What is expected
Each entry below should be reproduced character for character.

[Records from a dataset]
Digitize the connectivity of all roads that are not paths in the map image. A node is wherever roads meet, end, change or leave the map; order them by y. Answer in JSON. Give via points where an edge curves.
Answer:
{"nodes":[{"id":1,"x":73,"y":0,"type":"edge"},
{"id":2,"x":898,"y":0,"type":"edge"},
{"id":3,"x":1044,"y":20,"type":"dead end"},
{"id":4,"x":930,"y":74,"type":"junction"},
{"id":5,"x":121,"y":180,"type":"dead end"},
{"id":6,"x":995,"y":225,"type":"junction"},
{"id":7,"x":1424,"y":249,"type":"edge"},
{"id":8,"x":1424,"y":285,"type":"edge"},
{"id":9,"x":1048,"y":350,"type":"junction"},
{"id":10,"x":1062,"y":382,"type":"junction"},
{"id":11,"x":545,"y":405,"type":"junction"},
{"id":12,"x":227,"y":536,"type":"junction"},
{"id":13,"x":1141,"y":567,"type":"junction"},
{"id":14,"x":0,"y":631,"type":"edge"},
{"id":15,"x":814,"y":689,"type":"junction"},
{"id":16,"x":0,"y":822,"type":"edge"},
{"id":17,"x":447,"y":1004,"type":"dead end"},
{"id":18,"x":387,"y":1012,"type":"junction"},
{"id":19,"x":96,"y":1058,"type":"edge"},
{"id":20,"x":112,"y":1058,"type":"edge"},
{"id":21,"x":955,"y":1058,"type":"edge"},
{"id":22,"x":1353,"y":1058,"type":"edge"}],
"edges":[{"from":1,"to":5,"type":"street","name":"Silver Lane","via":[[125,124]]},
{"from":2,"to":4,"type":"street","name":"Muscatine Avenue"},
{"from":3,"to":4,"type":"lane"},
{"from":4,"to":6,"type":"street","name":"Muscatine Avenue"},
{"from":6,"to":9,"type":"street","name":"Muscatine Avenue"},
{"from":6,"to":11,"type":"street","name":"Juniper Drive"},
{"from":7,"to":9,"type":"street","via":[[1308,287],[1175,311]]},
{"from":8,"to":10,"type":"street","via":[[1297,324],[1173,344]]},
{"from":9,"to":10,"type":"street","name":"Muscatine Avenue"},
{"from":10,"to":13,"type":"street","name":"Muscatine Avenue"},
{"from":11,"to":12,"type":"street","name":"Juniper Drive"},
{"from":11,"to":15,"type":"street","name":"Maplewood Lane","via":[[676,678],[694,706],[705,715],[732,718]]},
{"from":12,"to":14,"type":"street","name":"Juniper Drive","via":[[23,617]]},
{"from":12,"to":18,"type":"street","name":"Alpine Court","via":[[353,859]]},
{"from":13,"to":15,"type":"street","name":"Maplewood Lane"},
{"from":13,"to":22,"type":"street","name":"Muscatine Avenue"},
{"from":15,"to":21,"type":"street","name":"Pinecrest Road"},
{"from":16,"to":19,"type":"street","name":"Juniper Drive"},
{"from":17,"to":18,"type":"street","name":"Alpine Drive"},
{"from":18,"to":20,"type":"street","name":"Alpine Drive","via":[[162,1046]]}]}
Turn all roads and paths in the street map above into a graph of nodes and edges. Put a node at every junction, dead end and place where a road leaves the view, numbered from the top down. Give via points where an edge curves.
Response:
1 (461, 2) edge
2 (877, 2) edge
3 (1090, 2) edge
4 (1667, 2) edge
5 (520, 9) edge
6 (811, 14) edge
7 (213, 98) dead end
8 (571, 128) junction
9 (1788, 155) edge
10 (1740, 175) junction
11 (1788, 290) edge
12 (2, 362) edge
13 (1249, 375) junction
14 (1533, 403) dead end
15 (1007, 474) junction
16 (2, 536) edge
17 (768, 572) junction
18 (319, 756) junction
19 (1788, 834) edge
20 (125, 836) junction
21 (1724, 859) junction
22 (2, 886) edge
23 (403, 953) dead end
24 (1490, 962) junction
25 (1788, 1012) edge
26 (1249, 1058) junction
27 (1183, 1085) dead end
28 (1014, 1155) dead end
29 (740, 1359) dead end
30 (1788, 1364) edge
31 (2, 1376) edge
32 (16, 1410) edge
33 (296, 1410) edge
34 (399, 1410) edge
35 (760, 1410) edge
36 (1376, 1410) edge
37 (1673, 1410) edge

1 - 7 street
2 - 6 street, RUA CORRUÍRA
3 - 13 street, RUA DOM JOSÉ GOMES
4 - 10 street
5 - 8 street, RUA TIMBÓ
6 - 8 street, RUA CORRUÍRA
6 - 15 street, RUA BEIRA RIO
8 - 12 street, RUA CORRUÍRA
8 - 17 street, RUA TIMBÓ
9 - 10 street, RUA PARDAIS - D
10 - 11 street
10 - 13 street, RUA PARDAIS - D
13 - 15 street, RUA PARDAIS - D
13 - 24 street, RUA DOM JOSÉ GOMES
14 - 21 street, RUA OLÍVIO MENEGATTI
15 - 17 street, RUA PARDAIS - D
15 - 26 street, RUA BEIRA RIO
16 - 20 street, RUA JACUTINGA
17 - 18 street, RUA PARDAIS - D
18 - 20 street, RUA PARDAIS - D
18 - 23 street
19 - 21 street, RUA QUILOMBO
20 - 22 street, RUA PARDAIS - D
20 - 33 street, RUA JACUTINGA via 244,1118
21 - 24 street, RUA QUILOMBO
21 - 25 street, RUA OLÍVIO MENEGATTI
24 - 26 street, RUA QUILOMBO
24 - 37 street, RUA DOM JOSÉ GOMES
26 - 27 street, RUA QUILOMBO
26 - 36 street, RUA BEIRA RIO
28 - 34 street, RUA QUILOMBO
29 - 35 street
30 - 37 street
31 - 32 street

Task result
Digitize the connectivity of all roads that are not paths in the map image. A node is wherever roads meet, end, change or leave the map; order them by y. Answer in JSON. Give via points where an edge curves.
Answer:
{"nodes":[{"id":1,"x":73,"y":0,"type":"edge"},
{"id":2,"x":898,"y":0,"type":"edge"},
{"id":3,"x":1044,"y":20,"type":"dead end"},
{"id":4,"x":930,"y":74,"type":"junction"},
{"id":5,"x":121,"y":180,"type":"dead end"},
{"id":6,"x":995,"y":225,"type":"junction"},
{"id":7,"x":1424,"y":249,"type":"edge"},
{"id":8,"x":1424,"y":285,"type":"edge"},
{"id":9,"x":1048,"y":350,"type":"junction"},
{"id":10,"x":1062,"y":382,"type":"junction"},
{"id":11,"x":545,"y":405,"type":"junction"},
{"id":12,"x":227,"y":536,"type":"junction"},
{"id":13,"x":1141,"y":567,"type":"junction"},
{"id":14,"x":0,"y":631,"type":"edge"},
{"id":15,"x":814,"y":689,"type":"junction"},
{"id":16,"x":0,"y":822,"type":"edge"},
{"id":17,"x":447,"y":1004,"type":"dead end"},
{"id":18,"x":387,"y":1012,"type":"junction"},
{"id":19,"x":96,"y":1058,"type":"edge"},
{"id":20,"x":112,"y":1058,"type":"edge"},
{"id":21,"x":955,"y":1058,"type":"edge"},
{"id":22,"x":1353,"y":1058,"type":"edge"}],
"edges":[{"from":1,"to":5,"type":"street","name":"Silver Lane","via":[[125,124]]},
{"from":2,"to":4,"type":"street","name":"Muscatine Avenue"},
{"from":3,"to":4,"type":"lane"},
{"from":4,"to":6,"type":"street","name":"Muscatine Avenue"},
{"from":6,"to":9,"type":"street","name":"Muscatine Avenue"},
{"from":6,"to":11,"type":"street","name":"Juniper Drive"},
{"from":7,"to":9,"type":"street","via":[[1308,287],[1175,311]]},
{"from":8,"to":10,"type":"street","via":[[1297,324],[1173,344]]},
{"from":9,"to":10,"type":"street","name":"Muscatine Avenue"},
{"from":10,"to":13,"type":"street","name":"Muscatine Avenue"},
{"from":11,"to":12,"type":"street","name":"Juniper Drive"},
{"from":11,"to":15,"type":"street","name":"Maplewood Lane","via":[[676,678],[694,706],[705,715],[732,718]]},
{"from":12,"to":14,"type":"street","name":"Juniper Drive","via":[[23,617]]},
{"from":12,"to":18,"type":"street","name":"Alpine Court","via":[[353,859]]},
{"from":13,"to":15,"type":"street","name":"Maplewood Lane"},
{"from":13,"to":22,"type":"street","name":"Muscatine Avenue"},
{"from":15,"to":21,"type":"street","name":"Pinecrest Road"},
{"from":16,"to":19,"type":"street","name":"Juniper Drive"},
{"from":17,"to":18,"type":"street","name":"Alpine Drive"},
{"from":18,"to":20,"type":"street","name":"Alpine Drive","via":[[162,1046]]}]}
Turn all roads and paths in the street map above into a graph of nodes and edges. Put a node at every junction, dead end and place where a road leaves the view, numbered from the top down. Give via points where an edge curves.
Response:
1 (461, 2) edge
2 (877, 2) edge
3 (1090, 2) edge
4 (1667, 2) edge
5 (520, 9) edge
6 (811, 14) edge
7 (213, 98) dead end
8 (571, 128) junction
9 (1788, 155) edge
10 (1740, 175) junction
11 (1788, 290) edge
12 (2, 362) edge
13 (1249, 375) junction
14 (1533, 403) dead end
15 (1007, 474) junction
16 (2, 536) edge
17 (768, 572) junction
18 (319, 756) junction
19 (1788, 834) edge
20 (125, 836) junction
21 (1724, 859) junction
22 (2, 886) edge
23 (403, 953) dead end
24 (1490, 962) junction
25 (1788, 1012) edge
26 (1249, 1058) junction
27 (1183, 1085) dead end
28 (1014, 1155) dead end
29 (740, 1359) dead end
30 (1788, 1364) edge
31 (2, 1376) edge
32 (16, 1410) edge
33 (296, 1410) edge
34 (399, 1410) edge
35 (760, 1410) edge
36 (1376, 1410) edge
37 (1673, 1410) edge

1 - 7 street
2 - 6 street, RUA CORRUÍRA
3 - 13 street, RUA DOM JOSÉ GOMES
4 - 10 street
5 - 8 street, RUA TIMBÓ
6 - 8 street, RUA CORRUÍRA
6 - 15 street, RUA BEIRA RIO
8 - 12 street, RUA CORRUÍRA
8 - 17 street, RUA TIMBÓ
9 - 10 street, RUA PARDAIS - D
10 - 11 street
10 - 13 street, RUA PARDAIS - D
13 - 15 street, RUA PARDAIS - D
13 - 24 street, RUA DOM JOSÉ GOMES
14 - 21 street, RUA OLÍVIO MENEGATTI
15 - 17 street, RUA PARDAIS - D
15 - 26 street, RUA BEIRA RIO
16 - 20 street, RUA JACUTINGA
17 - 18 street, RUA PARDAIS - D
18 - 20 street, RUA PARDAIS - D
18 - 23 street
19 - 21 street, RUA QUILOMBO
20 - 22 street, RUA PARDAIS - D
20 - 33 street, RUA JACUTINGA via 244,1118
21 - 24 street, RUA QUILOMBO
21 - 25 street, RUA OLÍVIO MENEGATTI
24 - 26 street, RUA QUILOMBO
24 - 37 street, RUA DOM JOSÉ GOMES
26 - 27 street, RUA QUILOMBO
26 - 36 street, RUA BEIRA RIO
28 - 34 street, RUA QUILOMBO
29 - 35 street
30 - 37 street
31 - 32 street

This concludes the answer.